On the other hand, he was longing to talk about his work with somebody who wasn’t blind. The second time I met him, he had created a small solo show in his living room with paintings that were dear to him. He even had made a small catalogue.
However, whenever I tried to talk about the material conditions of his work, he became reluctant to speak. The first reason might have been the fact that painters sometimes really don’t know what they have ‘done’. The painter Walter Swennen summarized this feeling by telling me that “Whenever I tell somebody how I have made something, I have the impression to be lying”. Filming this painter while he was at work, I noticed that some things happen so quickly, that it actually must be impossible sometimes to recount what happened. (Also, a lot of things that happen are not the result of decisions, but of reactions to things that occur, or of attempts to avoid something from occurring.) The second reason for De Keyser’s reluctance, might have been that he was losing his memory, and that he was afraid to be inaccurate himself.
Speaking with De Keyser at that time was also difficult, because his hearing was impaired. Sometimes this prevents the collocutor from being subtle, making a joke, being himself or herself.
The first text is mainly about my first impression that parts of De Keyser’s paintings seemed to be floating apart. And I wondered whether this resulted from an original way of seeing things, or whether it grew out of the work itself. (De Keyser believed the latter.) However, this conversation led him to show me a picture of a sculpture by Giacometti, which moved him a lot, he said. At the time, I could only notice that this sculpture also seemed to be constituted of separate parts. But later I realized that it must have reminded him of his father, who was a carpenter, and that the depicted woman really was a ‘western’ woman, with a handbag resting on her feet, which probably reminded him of his mom.

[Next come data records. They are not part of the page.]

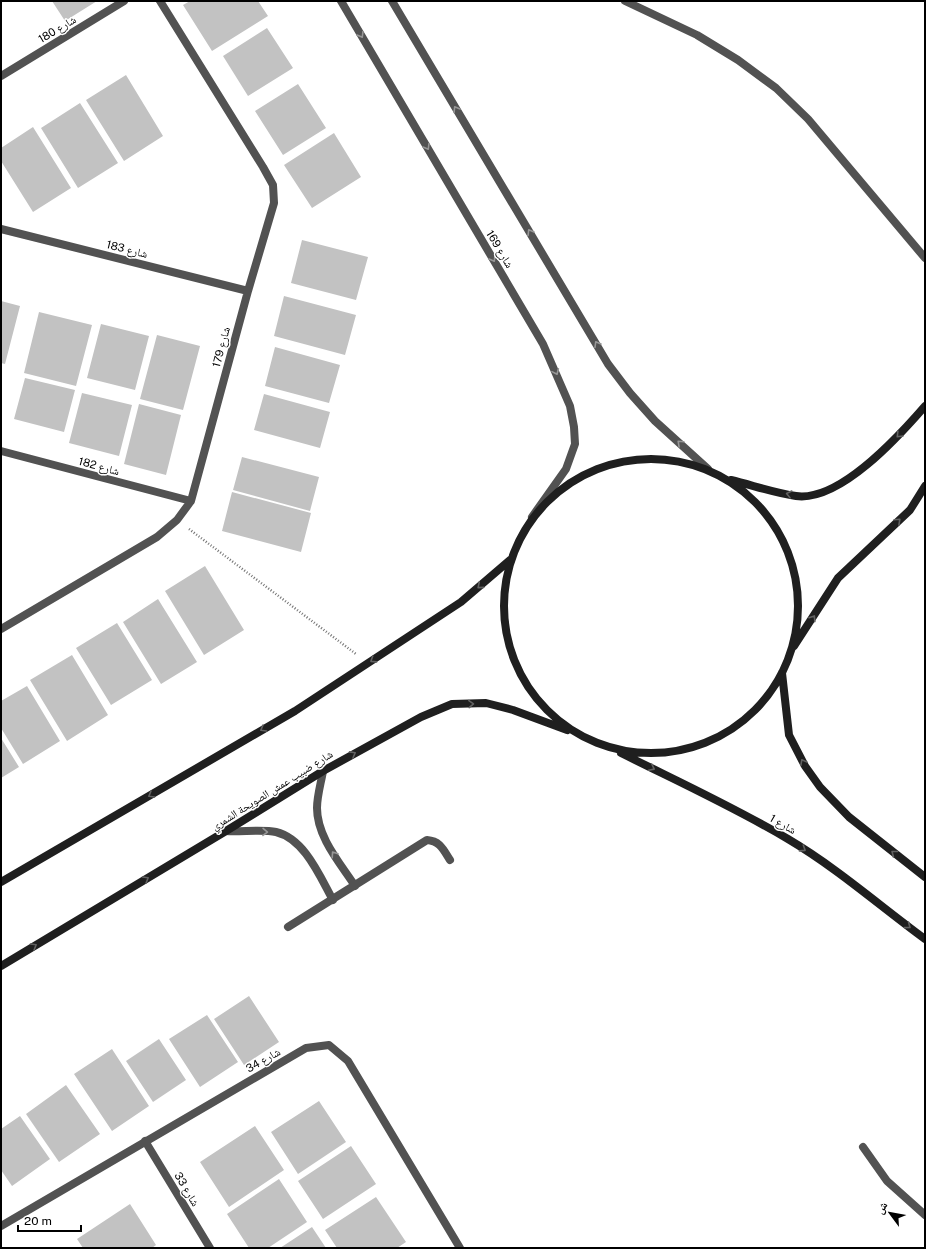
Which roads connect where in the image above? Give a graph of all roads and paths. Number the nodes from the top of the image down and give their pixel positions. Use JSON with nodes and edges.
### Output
{"nodes":[{"id":1,"x":124,"y":1,"type":"edge"},
{"id":2,"x":160,"y":1,"type":"edge"},
{"id":3,"x":341,"y":1,"type":"edge"},
{"id":4,"x":392,"y":1,"type":"edge"},
{"id":5,"x":624,"y":1,"type":"edge"},
{"id":6,"x":1,"y":76,"type":"edge"},
{"id":7,"x":1,"y":229,"type":"edge"},
{"id":8,"x":925,"y":258,"type":"edge"},
{"id":9,"x":248,"y":291,"type":"junction"},
{"id":10,"x":925,"y":406,"type":"edge"},
{"id":11,"x":1,"y":452,"type":"edge"},
{"id":12,"x":708,"y":469,"type":"junction"},
{"id":13,"x":729,"y":480,"type":"junction"},
{"id":14,"x":925,"y":486,"type":"edge"},
{"id":15,"x":191,"y":502,"type":"junction"},
{"id":16,"x":532,"y":517,"type":"junction"},
{"id":17,"x":177,"y":520,"type":"junction"},
{"id":18,"x":510,"y":560,"type":"junction"},
{"id":19,"x":1,"y":629,"type":"edge"},
{"id":20,"x":791,"y":650,"type":"junction"},
{"id":21,"x":368,"y":663,"type":"junction"},
{"id":22,"x":782,"y":673,"type":"junction"},
{"id":23,"x":572,"y":732,"type":"junction"},
{"id":24,"x":617,"y":750,"type":"junction"},
{"id":25,"x":323,"y":771,"type":"junction"},
{"id":26,"x":226,"y":831,"type":"junction"},
{"id":27,"x":450,"y":860,"type":"dead end"},
{"id":28,"x":925,"y":877,"type":"edge"},
{"id":29,"x":1,"y":882,"type":"edge"},
{"id":30,"x":356,"y":886,"type":"junction"},
{"id":31,"x":333,"y":900,"type":"junction"},
{"id":32,"x":288,"y":927,"type":"dead end"},
{"id":33,"x":925,"y":939,"type":"edge"},
{"id":34,"x":1,"y":966,"type":"edge"},
{"id":35,"x":145,"y":1141,"type":"junction"},
{"id":36,"x":863,"y":1147,"type":"dead end"},
{"id":37,"x":925,"y":1215,"type":"edge"},
{"id":38,"x":1,"y":1226,"type":"edge"},
{"id":39,"x":210,"y":1248,"type":"edge"},
{"id":40,"x":460,"y":1248,"type":"edge"}],
"edges":[{"from":1,"to":6,"type":"street","name":"شارع 180"},
{"from":2,"to":9,"type":"street","name":"شارع 179"},
{"from":3,"to":16,"type":"street","name":"شارع 169","one_way":true},
{"from":12,"to":4,"type":"street","one_way":true},
{"from":5,"to":8,"type":"street"},
{"from":7,"to":9,"type":"street","name":"شارع 183"},
{"from":9,"to":15,"type":"street","name":"شارع 179"},
{"from":10,"to":13,"type":"street","one_way":true},
{"from":11,"to":15,"type":"street","name":"شارع 182"},
{"from":12,"to":13,"type":"street"},
{"from":12,"to":16,"type":"street"},
{"from":13,"to":20,"type":"street"},
{"from":20,"to":14,"type":"street","one_way":true},
{"from":15,"to":17,"type":"street","name":"شارع 179"},
{"from":16,"to":18,"type":"street"},
{"from":17,"to":19,"type":"street","name":"شارع 179"},
{"from":17,"to":21,"type":"path"},
{"from":18,"to":21,"type":"street","one_way":true},
{"from":18,"to":23,"type":"street"},
{"from":20,"to":22,"type":"street"},
{"from":21,"to":29,"type":"street","one_way":true},
{"from":22,"to":24,"type":"street"},
{"from":28,"to":22,"type":"street","one_way":true},
{"from":23,"to":24,"type":"street","name":"شارع ضبيب عمش الصويحة الشمري"},
{"from":25,"to":23,"type":"street","name":"شارع ضبيب عمش الصويحة الشمري","one_way":true},
{"from":24,"to":33,"type":"street","name":"شارع 1","one_way":true},
{"from":25,"to":26,"type":"street","name":"شارع ضبيب عمش الصويحة الشمري"},
{"from":30,"to":25,"type":"street","one_way":true},
{"from":26,"to":31,"type":"street","one_way":true},
{"from":34,"to":26,"type":"street","name":"شارع ضبيب عمش الصويحة الشمري","one_way":true},
{"from":27,"to":30,"type":"street"},
{"from":30,"to":31,"type":"street"},
{"from":31,"to":32,"type":"street"},
{"from":35,"to":38,"type":"street","name":"شارع 34"},
{"from":35,"to":39,"type":"street","name":"شارع 33"},
{"from":35,"to":40,"type":"street","name":"شارع 34"},
{"from":36,"to":37,"type":"street"}]}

The second text tries to focus on the painting itself. Here the most important thing he seems to say is that to him painting boils down to ‘putting a line’ on a canvas and finding new ways to ‘cross’ the painting from one side to the other. This remark enabled me to see the evolution in his work (focusing on the different ways of creating ‘lines’) and to make a presentation of his work for the show ‘XANADU’ at S.M.A.K. (Ghent) in 2010, whereby I combined older and new paintings for the first time in De Keyser’s life. He was so impressed by this presentation, that he thanked me by offering me a water colour showing me as an acrobat building the show.

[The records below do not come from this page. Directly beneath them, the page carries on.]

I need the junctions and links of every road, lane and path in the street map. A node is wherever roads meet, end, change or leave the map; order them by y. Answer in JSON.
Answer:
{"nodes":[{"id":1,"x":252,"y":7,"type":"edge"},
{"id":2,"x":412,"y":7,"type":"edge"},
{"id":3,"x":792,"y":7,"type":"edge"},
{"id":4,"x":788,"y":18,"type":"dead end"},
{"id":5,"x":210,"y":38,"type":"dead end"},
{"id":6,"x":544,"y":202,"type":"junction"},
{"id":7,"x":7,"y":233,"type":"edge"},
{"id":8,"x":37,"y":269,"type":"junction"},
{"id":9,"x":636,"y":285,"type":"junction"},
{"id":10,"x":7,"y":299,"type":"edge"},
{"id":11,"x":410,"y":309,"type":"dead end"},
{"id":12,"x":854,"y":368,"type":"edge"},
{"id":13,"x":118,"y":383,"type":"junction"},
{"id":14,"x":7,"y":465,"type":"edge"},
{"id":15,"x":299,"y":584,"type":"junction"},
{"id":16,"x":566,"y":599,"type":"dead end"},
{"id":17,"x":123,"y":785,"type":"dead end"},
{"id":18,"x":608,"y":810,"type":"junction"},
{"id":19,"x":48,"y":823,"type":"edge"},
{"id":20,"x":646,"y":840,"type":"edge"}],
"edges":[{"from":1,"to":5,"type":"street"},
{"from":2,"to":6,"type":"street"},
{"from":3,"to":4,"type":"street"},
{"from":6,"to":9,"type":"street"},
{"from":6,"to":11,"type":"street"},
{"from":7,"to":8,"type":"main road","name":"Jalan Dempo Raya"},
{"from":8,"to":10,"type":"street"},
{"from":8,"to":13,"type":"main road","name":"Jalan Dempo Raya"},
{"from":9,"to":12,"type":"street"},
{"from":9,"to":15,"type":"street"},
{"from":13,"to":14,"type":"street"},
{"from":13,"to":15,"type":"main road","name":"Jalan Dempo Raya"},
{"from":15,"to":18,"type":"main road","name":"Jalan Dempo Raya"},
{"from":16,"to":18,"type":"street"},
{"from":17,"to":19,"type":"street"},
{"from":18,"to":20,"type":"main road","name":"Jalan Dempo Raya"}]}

In the years preceding his death I visited him regularly. One day, he showed me his last painting on canvas. On the back of it he had written: “De voltooide onvoltooide” (The finished unfinished one). We were moved.

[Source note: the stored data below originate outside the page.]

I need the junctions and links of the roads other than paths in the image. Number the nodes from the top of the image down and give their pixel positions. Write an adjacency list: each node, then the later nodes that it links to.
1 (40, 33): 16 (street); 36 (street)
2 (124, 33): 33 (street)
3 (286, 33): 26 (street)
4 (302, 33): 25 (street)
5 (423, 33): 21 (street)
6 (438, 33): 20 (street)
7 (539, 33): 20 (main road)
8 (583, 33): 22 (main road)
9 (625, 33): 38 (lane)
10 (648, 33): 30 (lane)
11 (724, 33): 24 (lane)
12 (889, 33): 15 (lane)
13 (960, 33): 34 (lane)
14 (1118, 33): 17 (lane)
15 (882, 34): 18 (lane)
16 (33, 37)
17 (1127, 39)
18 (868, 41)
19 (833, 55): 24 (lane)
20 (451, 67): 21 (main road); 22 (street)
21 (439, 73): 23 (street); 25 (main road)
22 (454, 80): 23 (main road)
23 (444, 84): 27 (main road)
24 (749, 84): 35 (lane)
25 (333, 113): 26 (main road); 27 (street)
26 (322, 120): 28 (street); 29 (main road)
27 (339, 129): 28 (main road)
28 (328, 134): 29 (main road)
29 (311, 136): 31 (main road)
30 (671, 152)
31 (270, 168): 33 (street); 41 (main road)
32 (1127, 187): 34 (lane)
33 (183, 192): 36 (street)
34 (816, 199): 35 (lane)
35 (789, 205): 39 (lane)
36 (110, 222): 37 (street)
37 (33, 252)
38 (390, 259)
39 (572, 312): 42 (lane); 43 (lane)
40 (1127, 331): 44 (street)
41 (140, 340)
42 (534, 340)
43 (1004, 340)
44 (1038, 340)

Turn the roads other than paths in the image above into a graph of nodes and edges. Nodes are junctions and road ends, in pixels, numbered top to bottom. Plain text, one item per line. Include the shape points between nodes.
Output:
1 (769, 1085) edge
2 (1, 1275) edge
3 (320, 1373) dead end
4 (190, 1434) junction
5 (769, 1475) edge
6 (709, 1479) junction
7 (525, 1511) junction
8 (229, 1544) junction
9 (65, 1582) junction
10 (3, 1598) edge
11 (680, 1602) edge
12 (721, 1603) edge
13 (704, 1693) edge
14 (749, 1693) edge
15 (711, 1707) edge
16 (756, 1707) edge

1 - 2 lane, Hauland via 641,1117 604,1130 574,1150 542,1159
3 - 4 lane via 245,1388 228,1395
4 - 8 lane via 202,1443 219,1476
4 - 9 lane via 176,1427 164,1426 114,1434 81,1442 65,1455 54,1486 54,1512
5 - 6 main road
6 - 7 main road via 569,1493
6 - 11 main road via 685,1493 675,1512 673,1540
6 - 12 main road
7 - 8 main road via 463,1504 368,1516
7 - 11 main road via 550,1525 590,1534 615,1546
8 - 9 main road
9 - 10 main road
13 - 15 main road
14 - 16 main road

Montagne de Miel, June 26th 2018
__________
Hans Theys
Uncovering the Weapons
Interview with Raoul De Keyser
Six o'clock in the morning. Yellow elbows are tumbling out of some blackbird’s beak and echo in my head like illuminated islands with unimaginable, ever-changing contours. I can't sleep, because last night I met Raoul De Keyser (°1930). And I forgot to ask him something about the Matisse clippings. And I have to commit everything to paper before I forget…
Two days ago, I saw some of his paintings from close-by, something which I've been putting off for as long as I could, in the conviction that some encounters, or attempts at understanding, are best postponed for as long as possible, as it's a question of leaving sufficient unprocessed beauty for the days and nights ahead. The paintings had just been brought to Antwerp and someone had unpacked them for me. They were sitting on the floor. On all fours, I crawled from painting to painting, enraptured by their incredibly light facture. “An exercise in white!” I thought. “A complete retreat of the armies and an uncovering of the armaments! But then without pathos… Like a poet who, with three transparent words, captures all the power of literature and at the same time dares to show its fragile skeleton…”
Not giving in to the hopeless task of conveying something of my emotion to you, and for once renouncing my refusal to compare works of art with other things, I quote to you some randomly chosen lines from Nescio's work: ‘En de heuvels waren te laag en niet steil genoeg, hoe kon je daar moe van worden? En moe moest ze worden of ze sprong uit elkaar van kracht, in scherven van dichteresje en vrouw en courtisane. Bovenop keken ze in een dalletje met hellende zwarte en gele en groene rechthoekige veldjes en denneboschjes en eiken hakhout er tusschen op de hellingen. En daaroverheen in de vlakte, uren ver met niets markants erin, alleen een recht brok rivier, dat breed van hen wegliep, tot waar i zich in een bocht verloor. Daaraan, heel klein, de roode afdaken van steenbakkerijen en hun schoorstenen, hoog en toch verloren in de wijdte…’ [And the hills were too low and not steep enough, how could you tire of them? And she had to get tired or else she would shatter into poet, woman and courtesan. From the top, they looked onto a valley with sloping oblong fields in black and yellow and green, and pine forests and oak coppices scattered on the slopes. And over there in the tiny valley, hours away with nothing striking in it, only a straight chunk of river that moves squarely into the distance, until it loses itself in a bend. Next to it, the red miniature roofs of brickworks and their chimneys, high and yet lost in the greatness of the landscape.”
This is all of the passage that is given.